Глава 1
Их возлюбленные будут утрачены, а любовь нет.
Томас Дилан "И смерть над ними не властна"
Задумываться, что такое облака, я начал еще в детстве — никогда не устраивала версия ученых. Вата, барашки, гнезда небесных птиц, оледеневшее от космического холода дыхание ангелов или дым Трубки Мира, — догадок всегда хватало. Теперь я размышлял по-иному, и чаще. Место располагало — тишина, вокруг белели горы, и тянулись те самые бесконечные облака.
От густого звона, казалось, завибрировал воздух, и с клена, что рос неподалеку, вспорхнула стая птиц. Я взглянул вниз. Бил колокол, а значит к воротам скоро потянется гусеница провожающих — так было всегда, когда кто-то уходил. Малоинтересное зрелище, и я вновь поднял глаза к небу.
— Николя забрали! – донесся голос. — Дальние родственники объявились, представляете? Ой!..
Придерживая подол пышной юбки с потрепанными воланами, ко мне спешила Луиза. Ее ноги скользили по росистой траве, но она старалась непринужденно улыбаться, будто подъем на холм не доставлял ей никаких неудобств. Я подал руку.
— Мерси, — просияла она и присовокупила нелепейший реверанс. — А я угадала, что вы тут. Где же вам еще быть. Опять эти облака?
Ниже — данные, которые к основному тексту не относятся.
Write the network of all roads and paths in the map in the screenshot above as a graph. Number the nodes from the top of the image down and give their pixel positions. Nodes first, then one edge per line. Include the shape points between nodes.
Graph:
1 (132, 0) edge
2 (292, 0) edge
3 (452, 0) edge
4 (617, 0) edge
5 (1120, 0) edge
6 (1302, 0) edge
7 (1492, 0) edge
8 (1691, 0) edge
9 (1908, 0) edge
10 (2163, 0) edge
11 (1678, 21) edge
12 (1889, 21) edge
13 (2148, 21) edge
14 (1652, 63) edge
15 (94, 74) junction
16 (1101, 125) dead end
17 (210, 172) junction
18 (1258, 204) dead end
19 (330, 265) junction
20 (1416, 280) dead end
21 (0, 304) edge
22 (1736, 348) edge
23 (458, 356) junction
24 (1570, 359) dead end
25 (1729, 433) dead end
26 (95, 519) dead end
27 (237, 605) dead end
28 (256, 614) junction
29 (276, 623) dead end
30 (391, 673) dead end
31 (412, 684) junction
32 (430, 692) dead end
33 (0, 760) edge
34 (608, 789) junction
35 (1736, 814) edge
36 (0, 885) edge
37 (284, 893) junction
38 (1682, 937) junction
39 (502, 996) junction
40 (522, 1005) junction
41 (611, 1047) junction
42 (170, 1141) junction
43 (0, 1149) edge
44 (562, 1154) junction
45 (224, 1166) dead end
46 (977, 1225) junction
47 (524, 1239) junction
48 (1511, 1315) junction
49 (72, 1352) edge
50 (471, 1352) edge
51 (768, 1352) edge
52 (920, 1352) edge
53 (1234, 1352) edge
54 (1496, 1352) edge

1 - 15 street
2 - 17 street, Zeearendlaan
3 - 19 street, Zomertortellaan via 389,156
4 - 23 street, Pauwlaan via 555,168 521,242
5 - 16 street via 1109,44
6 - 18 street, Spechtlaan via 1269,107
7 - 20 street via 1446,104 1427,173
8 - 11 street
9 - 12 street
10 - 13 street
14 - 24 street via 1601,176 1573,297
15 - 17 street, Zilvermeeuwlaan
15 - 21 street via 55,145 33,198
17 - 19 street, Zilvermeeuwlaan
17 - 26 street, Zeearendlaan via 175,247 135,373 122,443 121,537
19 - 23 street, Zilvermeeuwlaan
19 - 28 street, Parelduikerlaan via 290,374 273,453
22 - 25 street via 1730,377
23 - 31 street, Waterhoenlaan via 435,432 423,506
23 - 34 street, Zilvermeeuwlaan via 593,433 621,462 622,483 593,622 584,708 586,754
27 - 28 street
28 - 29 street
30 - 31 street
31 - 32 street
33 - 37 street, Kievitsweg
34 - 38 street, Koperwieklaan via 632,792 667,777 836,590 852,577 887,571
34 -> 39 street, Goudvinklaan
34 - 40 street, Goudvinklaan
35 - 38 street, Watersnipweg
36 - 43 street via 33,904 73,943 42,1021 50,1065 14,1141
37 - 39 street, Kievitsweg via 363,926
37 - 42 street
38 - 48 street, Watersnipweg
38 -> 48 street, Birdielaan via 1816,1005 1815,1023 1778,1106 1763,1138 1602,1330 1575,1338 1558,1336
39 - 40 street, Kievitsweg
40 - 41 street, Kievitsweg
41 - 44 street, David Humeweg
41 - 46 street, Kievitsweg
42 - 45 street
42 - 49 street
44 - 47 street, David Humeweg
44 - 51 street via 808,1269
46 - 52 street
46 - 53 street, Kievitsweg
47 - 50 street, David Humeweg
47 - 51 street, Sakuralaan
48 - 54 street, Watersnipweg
— Не опять, и не эти, — вернулся на скамейку я. — Они уже другие. Вчерашние прогнал ветер.
Луиза устроилась рядом. Она была мила, даже красива, но приверженность манерам и моде восемнадцатого столетия делали ее нелепой. Впрочем, это не бросалось в глаза на фоне прочих постояльцев.
— А горы со снегом вслед за облаками ушли, да? – игриво спросила Луиза, похлопывая веером по тонкой, в заношенной перчатке руке.
— Нет, горы вечны, — отвечал я. — Ты ошибаешься, если считаешь, что на них снег. Вчера облака шли слишком низко, вершины цепляли. Я был уверен, что разгадал - там, на горах, клочья облаков. А сегодня, посмотри, это и не облака вовсе. Приглядись, они шевелятся, видишь? Это белые мотыльки. Ты знаешь, что мотыльки живут всего несколько минут? Поэтому их так много, чтобы было незаметно, как кого-то не станет. И когда они умирают, то падают либо в пропасть, либо на те вершины. Получается, что горы – это открытые братские могилы?
Луиза хихикнула, но вмиг сосредоточилась и многозначительно покачала головой. Молчание царило меньше минуты.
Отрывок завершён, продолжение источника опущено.